▸ **What to do**: Return all of the data below verbatim and exclude every picture.

▸ **Material for this exercise**:
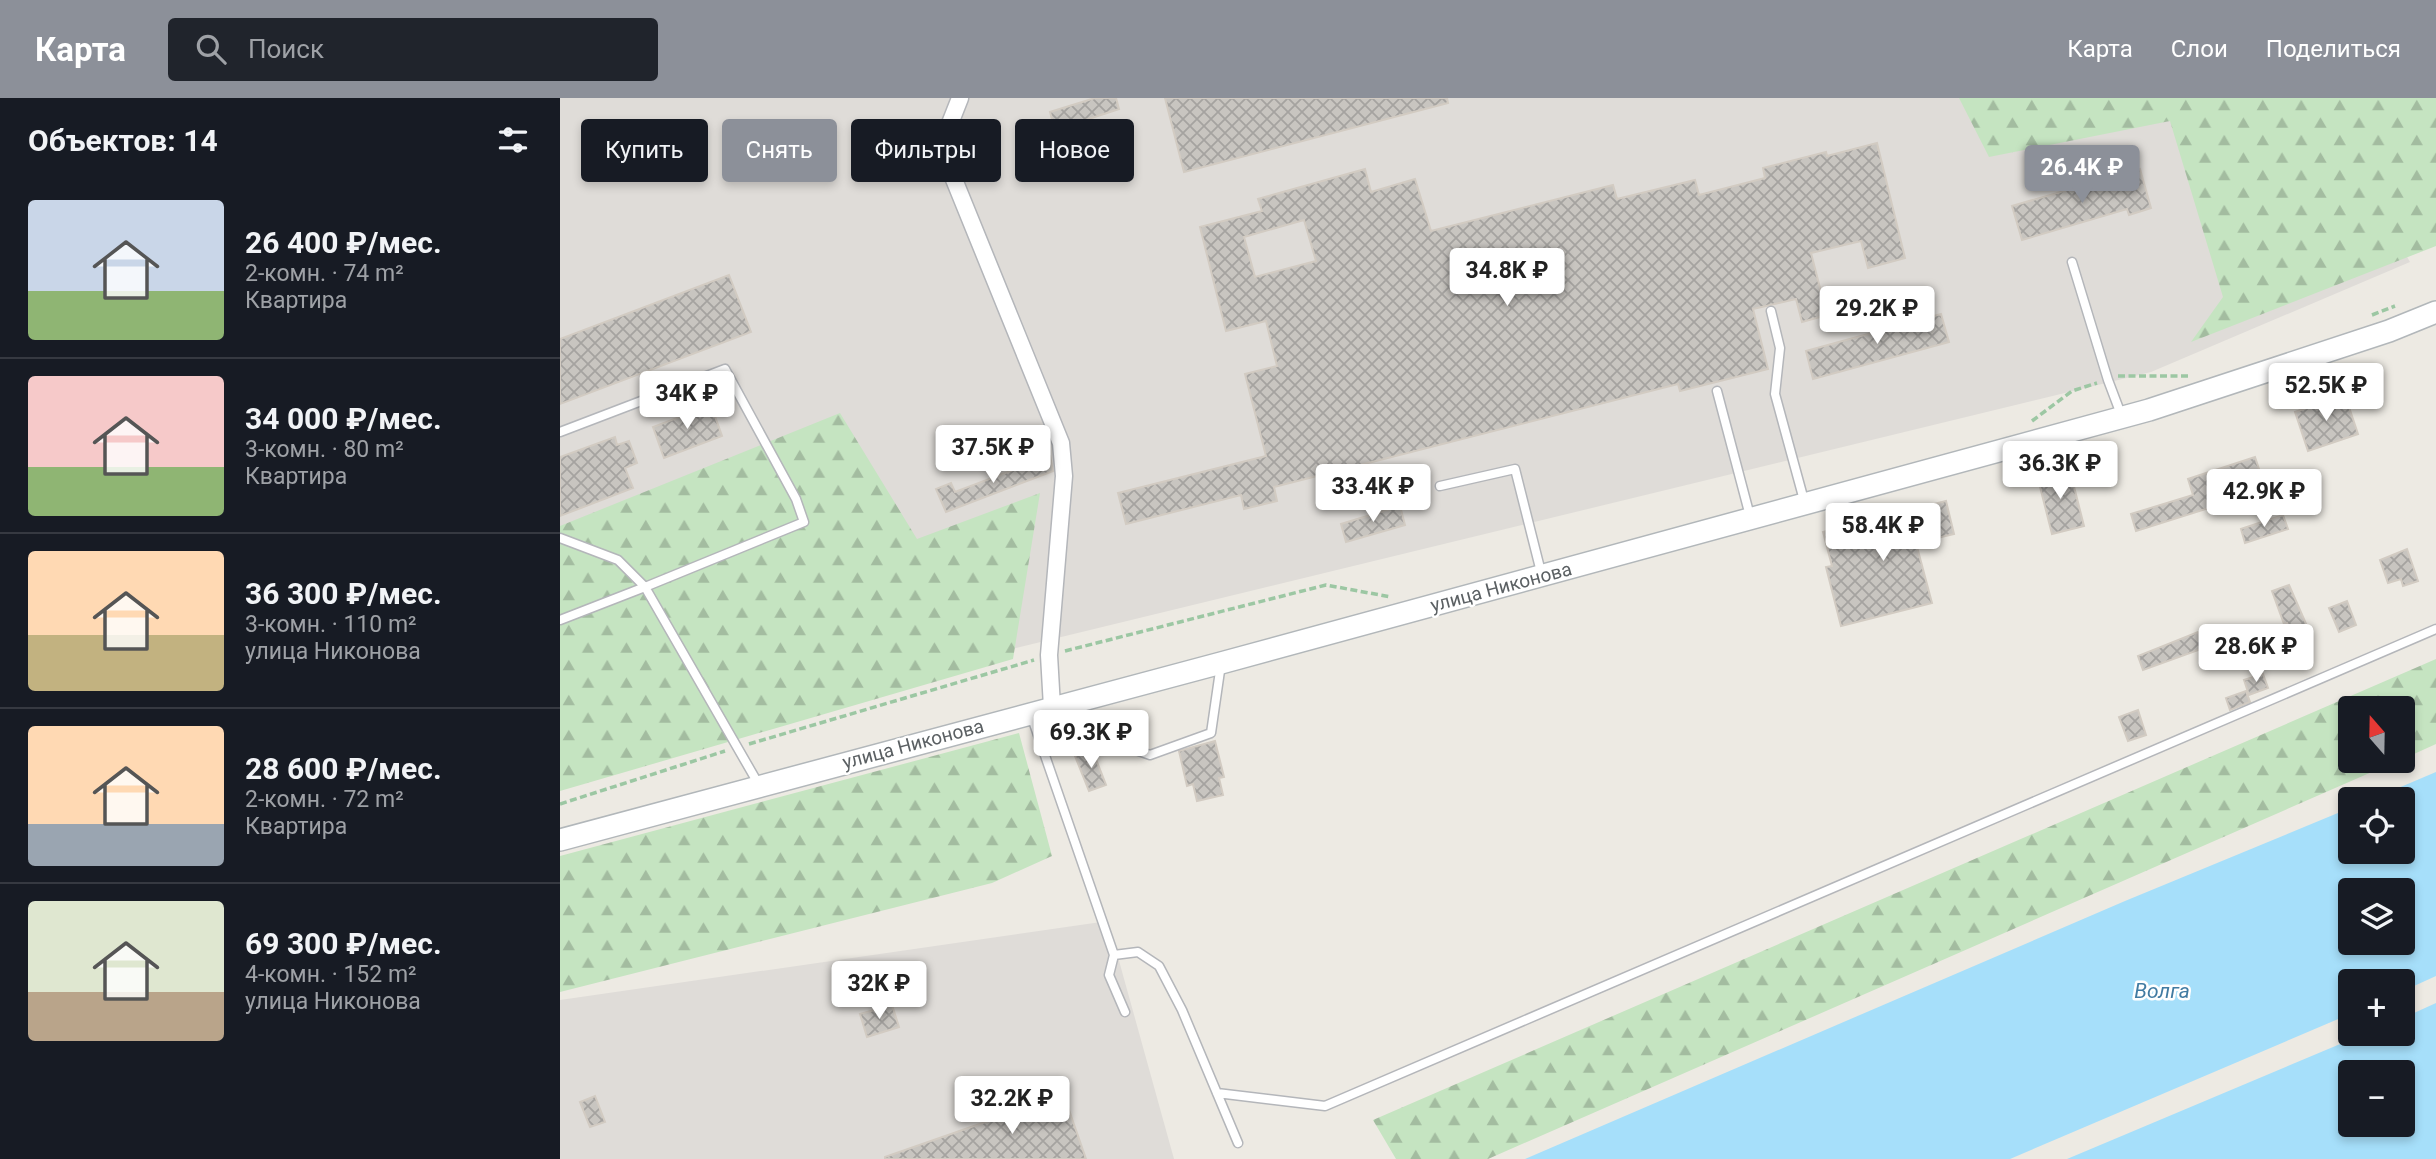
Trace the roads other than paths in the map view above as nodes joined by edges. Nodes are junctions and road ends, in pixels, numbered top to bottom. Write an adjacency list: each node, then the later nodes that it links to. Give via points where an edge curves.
1 (960, 98): 17 (street, via 949,126 951,172 1061,443 1063,475 1049,656)
2 (2072, 262): 6 (lane)
3 (1771, 311): 9 (lane, via 1780,348 1774,394)
4 (2436, 312): 6 (main road, улица Никонова)
5 (1717, 391): 10 (lane)
6 (2122, 417): 9 (main road, улица Никонова)
7 (560, 432): 13 (lane, via 725,369 804,522)
8 (1440, 486): 12 (lane, via 1515,469)
9 (1805, 504): 10 (main road, улица Никонова)
10 (1751, 519): 12 (main road, улица Никонова)
11 (560, 538): 13 (lane, via 618,560)
12 (1542, 576): 16 (main road, улица Никонова)
13 (645, 587): 14 (lane); 19 (lane)
14 (560, 620)
15 (2436, 629): 23 (lane, via 1325,1106)
16 (1221, 663): 17 (main road, улица Никонова); 17 (lane, via 1211,733 1150,755 1073,728)
17 (1052, 707): 18 (main road, улица Никонова)
18 (1030, 712): 19 (main road, улица Никонова); 21 (lane)
19 (759, 786): 20 (main road, улица Никонова)
20 (560, 840)
21 (1114, 955): 22 (lane, via 1109,975); 23 (lane, via 1138,953 1159,966)
22 (1125, 1012)
23 (1217, 1093): 24 (lane)
24 (1238, 1143)

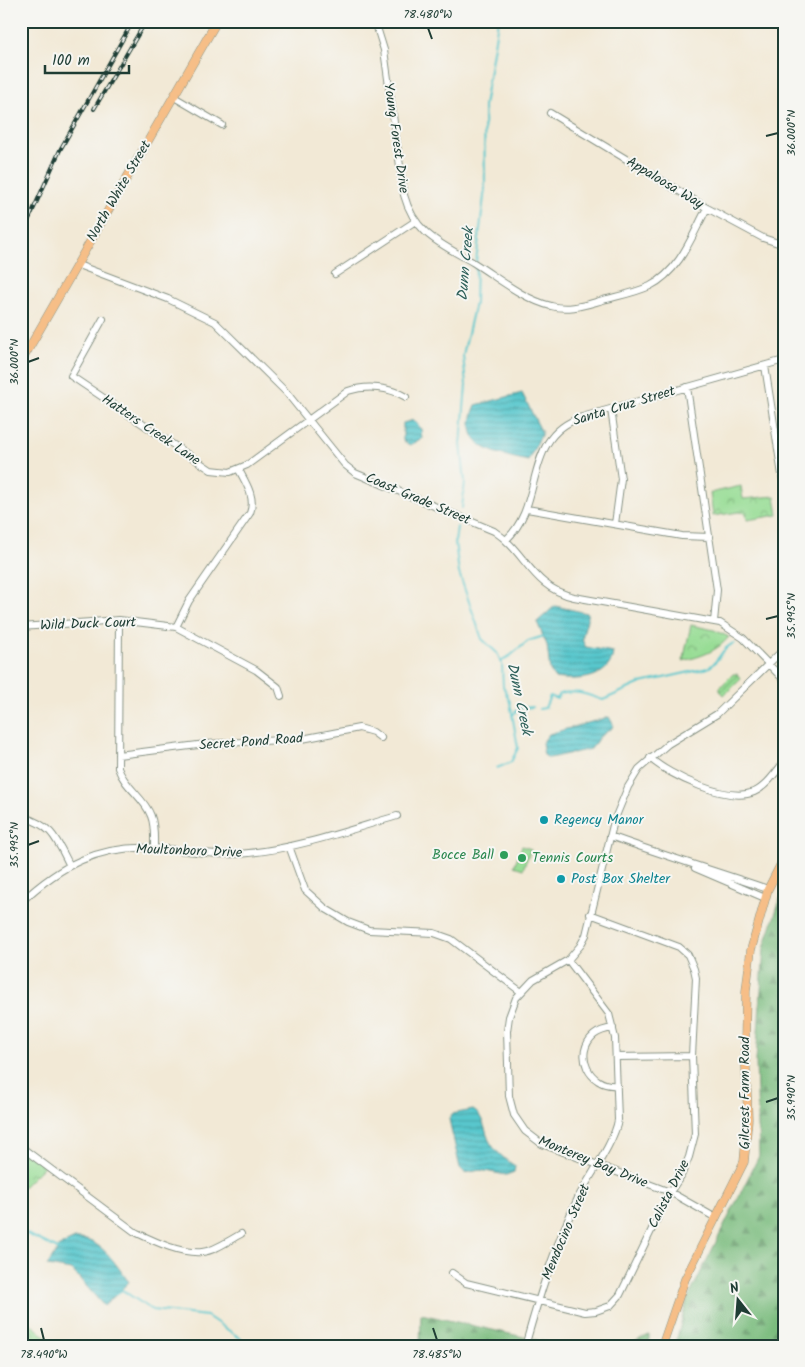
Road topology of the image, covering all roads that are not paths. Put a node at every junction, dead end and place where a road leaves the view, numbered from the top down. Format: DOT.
graph roads {
  1 [pos="218,21"];
  2 [pos="375,21"];
  3 [pos="174,96"];
  4 [pos="550,114"];
  5 [pos="222,125"];
  6 [pos="707,208"];
  7 [pos="414,222"];
  8 [pos="784,245"];
  9 [pos="78,264"];
  10 [pos="335,274"];
  11 [pos="103,319"];
  12 [pos="23,358"];
  13 [pos="784,360"];
  14 [pos="765,366"];
  15 [pos="687,387"];
  16 [pos="406,397"];
  17 [pos="611,409"];
  18 [pos="310,419"];
  19 [pos="239,470"];
  20 [pos="784,488"];
  21 [pos="527,509"];
  22 [pos="615,524"];
  23 [pos="710,537"];
  24 [pos="506,540"];
  25 [pos="119,620"];
  26 [pos="714,622"];
  27 [pos="21,627"];
  28 [pos="176,628"];
  29 [pos="784,649"];
  30 [pos="768,664"];
  31 [pos="784,680"];
  32 [pos="281,696"];
  33 [pos="381,738"];
  34 [pos="118,755"];
  35 [pos="650,758"];
  36 [pos="784,762"];
  37 [pos="21,816"];
  38 [pos="397,816"];
  39 [pos="610,836"];
  40 [pos="289,846"];
  41 [pos="154,848"];
  42 [pos="784,858"];
  43 [pos="69,864"];
  44 [pos="692,866"];
  45 [pos="768,889"];
  46 [pos="765,898"];
  47 [pos="21,902"];
  48 [pos="590,914"];
  49 [pos="568,960"];
  50 [pos="520,992"];
  51 [pos="613,1028"];
  52 [pos="692,1056"];
  53 [pos="616,1057"];
  54 [pos="616,1085"];
  55 [pos="21,1147"];
  56 [pos="596,1164"];
  57 [pos="670,1192"];
  58 [pos="716,1218"];
  59 [pos="241,1234"];
  60 [pos="452,1273"];
  61 [pos="538,1301"];
  62 [pos="526,1343"];
  63 [pos="662,1346"];
  1 -- 3 [label="main road, North White Street"];
  2 -- 7 [label="street, Young Forest Drive"];
  3 -- 5 [label="street"];
  3 -- 9 [label="main road, North White Street"];
  4 -- 6 [label="street, Appaloosa Way"];
  6 -- 7 [label="street, Young Forest Drive"];
  6 -- 8 [label="street, Appaloosa Way"];
  7 -- 10 [label="street"];
  9 -- 12 [label="main road, North White Street"];
  9 -- 18 [label="street, Coast Grade Street"];
  11 -- 19 [label="street, Hatters Creek Lane"];
  13 -- 14 [label="street, Santa Cruz Street"];
  14 -- 15 [label="street, Santa Cruz Street"];
  14 -- 20 [label="street"];
  15 -- 17 [label="street, Santa Cruz Street"];
  15 -- 23 [label="street"];
  16 -- 18 [label="street"];
  17 -- 21 [label="street, Santa Cruz Street"];
  17 -- 22 [label="street"];
  18 -- 19 [label="street"];
  18 -- 24 [label="street, Coast Grade Street"];
  19 -- 28 [label="street"];
  21 -- 22 [label="street"];
  21 -- 24 [label="street, Santa Cruz Street"];
  22 -- 23 [label="street"];
  23 -- 26 [label="street"];
  24 -- 26 [label="street, Coast Grade Street"];
  25 -- 27 [label="street, Wild Duck Court"];
  25 -- 28 [label="street, Wild Duck Court"];
  25 -- 34 [label="street"];
  26 -- 30 [label="street, Coast Grade Street"];
  28 -- 32 [label="street, Wild Duck Court"];
  29 -- 30 [label="street, Monterey Bay Drive"];
  30 -- 31 [label="street, Coast Grade Street"];
  30 -- 35 [label="street, Monterey Bay Drive"];
  33 -- 34 [label="street, Secret Pond Road"];
  34 -- 41 [label="street"];
  35 -- 36 [label="street"];
  35 -- 39 [label="street, Monterey Bay Drive"];
  37 -- 43 [label="street"];
  38 -- 40 [label="street, Moultonboro Drive"];
  39 -- 44 [label="street"];
  39 -- 48 [label="street, Monterey Bay Drive"];
  40 -- 41 [label="street, Moultonboro Drive"];
  40 -- 50 [label="street"];
  41 -- 43 [label="street, Moultonboro Drive"];
  42 -- 45 [label="main road, Gilcrest Farm Road"];
  43 -- 47 [label="street, Moultonboro Drive"];
  44 -- 45 [label="street"];
  44 -- 46 [label="street"];
  45 -- 46 [label="main road, Gilcrest Farm Road"];
  46 -- 58 [label="main road, Gilcrest Farm Road"];
  48 -- 49 [label="street, Monterey Bay Drive"];
  48 -- 52 [label="street, Calista Drive"];
  49 -- 50 [label="street, Monterey Bay Drive"];
  49 -- 51 [label="street, Mendocino Street"];
  50 -- 56 [label="street, Monterey Bay Drive"];
  51 -- 53 [label="street, Mendocino Street"];
  51 -- 54 [label="street"];
  52 -- 53 [label="street"];
  52 -- 57 [label="street, Calista Drive"];
  53 -- 54 [label="street, Mendocino Street"];
  54 -- 56 [label="street, Mendocino Street"];
  55 -- 59 [label="street"];
  56 -- 57 [label="street, Monterey Bay Drive"];
  56 -- 61 [label="street, Mendocino Street"];
  57 -- 58 [label="street, Monterey Bay Drive"];
  57 -- 61 [label="street, Calista Drive"];
  58 -- 63 [label="main road, Gilcrest Farm Road"];
  60 -- 61 [label="street, Calista Drive"];
  61 -- 62 [label="street, Mendocino Street"];
}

▸ **Written response**:
Trace the roads other than paths in the map view above as nodes joined by edges. Nodes are junctions and road ends, in pixels, numbered top to bottom. Write an adjacency list: each node, then the later nodes that it links to. Give via points where an edge curves.
1 (960, 98): 17 (street, via 949,126 951,172 1061,443 1063,475 1049,656)
2 (2072, 262): 6 (lane)
3 (1771, 311): 9 (lane, via 1780,348 1774,394)
4 (2436, 312): 6 (main road, улица Никонова)
5 (1717, 391): 10 (lane)
6 (2122, 417): 9 (main road, улица Никонова)
7 (560, 432): 13 (lane, via 725,369 804,522)
8 (1440, 486): 12 (lane, via 1515,469)
9 (1805, 504): 10 (main road, улица Никонова)
10 (1751, 519): 12 (main road, улица Никонова)
11 (560, 538): 13 (lane, via 618,560)
12 (1542, 576): 16 (main road, улица Никонова)
13 (645, 587): 14 (lane); 19 (lane)
14 (560, 620)
15 (2436, 629): 23 (lane, via 1325,1106)
16 (1221, 663): 17 (main road, улица Никонова); 17 (lane, via 1211,733 1150,755 1073,728)
17 (1052, 707): 18 (main road, улица Никонова)
18 (1030, 712): 19 (main road, улица Никонова); 21 (lane)
19 (759, 786): 20 (main road, улица Никонова)
20 (560, 840)
21 (1114, 955): 22 (lane, via 1109,975); 23 (lane, via 1138,953 1159,966)
22 (1125, 1012)
23 (1217, 1093): 24 (lane)
24 (1238, 1143)

Road topology of the image, covering all roads that are not paths. Put a node at every junction, dead end and place where a road leaves the view, numbered from the top down. Format: DOT.
graph roads {
  1 [pos="218,21"];
  2 [pos="375,21"];
  3 [pos="174,96"];
  4 [pos="550,114"];
  5 [pos="222,125"];
  6 [pos="707,208"];
  7 [pos="414,222"];
  8 [pos="784,245"];
  9 [pos="78,264"];
  10 [pos="335,274"];
  11 [pos="103,319"];
  12 [pos="23,358"];
  13 [pos="784,360"];
  14 [pos="765,366"];
  15 [pos="687,387"];
  16 [pos="406,397"];
  17 [pos="611,409"];
  18 [pos="310,419"];
  19 [pos="239,470"];
  20 [pos="784,488"];
  21 [pos="527,509"];
  22 [pos="615,524"];
  23 [pos="710,537"];
  24 [pos="506,540"];
  25 [pos="119,620"];
  26 [pos="714,622"];
  27 [pos="21,627"];
  28 [pos="176,628"];
  29 [pos="784,649"];
  30 [pos="768,664"];
  31 [pos="784,680"];
  32 [pos="281,696"];
  33 [pos="381,738"];
  34 [pos="118,755"];
  35 [pos="650,758"];
  36 [pos="784,762"];
  37 [pos="21,816"];
  38 [pos="397,816"];
  39 [pos="610,836"];
  40 [pos="289,846"];
  41 [pos="154,848"];
  42 [pos="784,858"];
  43 [pos="69,864"];
  44 [pos="692,866"];
  45 [pos="768,889"];
  46 [pos="765,898"];
  47 [pos="21,902"];
  48 [pos="590,914"];
  49 [pos="568,960"];
  50 [pos="520,992"];
  51 [pos="613,1028"];
  52 [pos="692,1056"];
  53 [pos="616,1057"];
  54 [pos="616,1085"];
  55 [pos="21,1147"];
  56 [pos="596,1164"];
  57 [pos="670,1192"];
  58 [pos="716,1218"];
  59 [pos="241,1234"];
  60 [pos="452,1273"];
  61 [pos="538,1301"];
  62 [pos="526,1343"];
  63 [pos="662,1346"];
  1 -- 3 [label="main road, North White Street"];
  2 -- 7 [label="street, Young Forest Drive"];
  3 -- 5 [label="street"];
  3 -- 9 [label="main road, North White Street"];
  4 -- 6 [label="street, Appaloosa Way"];
  6 -- 7 [label="street, Young Forest Drive"];
  6 -- 8 [label="street, Appaloosa Way"];
  7 -- 10 [label="street"];
  9 -- 12 [label="main road, North White Street"];
  9 -- 18 [label="street, Coast Grade Street"];
  11 -- 19 [label="street, Hatters Creek Lane"];
  13 -- 14 [label="street, Santa Cruz Street"];
  14 -- 15 [label="street, Santa Cruz Street"];
  14 -- 20 [label="street"];
  15 -- 17 [label="street, Santa Cruz Street"];
  15 -- 23 [label="street"];
  16 -- 18 [label="street"];
  17 -- 21 [label="street, Santa Cruz Street"];
  17 -- 22 [label="street"];
  18 -- 19 [label="street"];
  18 -- 24 [label="street, Coast Grade Street"];
  19 -- 28 [label="street"];
  21 -- 22 [label="street"];
  21 -- 24 [label="street, Santa Cruz Street"];
  22 -- 23 [label="street"];
  23 -- 26 [label="street"];
  24 -- 26 [label="street, Coast Grade Street"];
  25 -- 27 [label="street, Wild Duck Court"];
  25 -- 28 [label="street, Wild Duck Court"];
  25 -- 34 [label="street"];
  26 -- 30 [label="street, Coast Grade Street"];
  28 -- 32 [label="street, Wild Duck Court"];
  29 -- 30 [label="street, Monterey Bay Drive"];
  30 -- 31 [label="street, Coast Grade Street"];
  30 -- 35 [label="street, Monterey Bay Drive"];
  33 -- 34 [label="street, Secret Pond Road"];
  34 -- 41 [label="street"];
  35 -- 36 [label="street"];
  35 -- 39 [label="street, Monterey Bay Drive"];
  37 -- 43 [label="street"];
  38 -- 40 [label="street, Moultonboro Drive"];
  39 -- 44 [label="street"];
  39 -- 48 [label="street, Monterey Bay Drive"];
  40 -- 41 [label="street, Moultonboro Drive"];
  40 -- 50 [label="street"];
  41 -- 43 [label="street, Moultonboro Drive"];
  42 -- 45 [label="main road, Gilcrest Farm Road"];
  43 -- 47 [label="street, Moultonboro Drive"];
  44 -- 45 [label="street"];
  44 -- 46 [label="street"];
  45 -- 46 [label="main road, Gilcrest Farm Road"];
  46 -- 58 [label="main road, Gilcrest Farm Road"];
  48 -- 49 [label="street, Monterey Bay Drive"];
  48 -- 52 [label="street, Calista Drive"];
  49 -- 50 [label="street, Monterey Bay Drive"];
  49 -- 51 [label="street, Mendocino Street"];
  50 -- 56 [label="street, Monterey Bay Drive"];
  51 -- 53 [label="street, Mendocino Street"];
  51 -- 54 [label="street"];
  52 -- 53 [label="street"];
  52 -- 57 [label="street, Calista Drive"];
  53 -- 54 [label="street, Mendocino Street"];
  54 -- 56 [label="street, Mendocino Street"];
  55 -- 59 [label="street"];
  56 -- 57 [label="street, Monterey Bay Drive"];
  56 -- 61 [label="street, Mendocino Street"];
  57 -- 58 [label="street, Monterey Bay Drive"];
  57 -- 61 [label="street, Calista Drive"];
  58 -- 63 [label="main road, Gilcrest Farm Road"];
  60 -- 61 [label="street, Calista Drive"];
  61 -- 62 [label="street, Mendocino Street"];
}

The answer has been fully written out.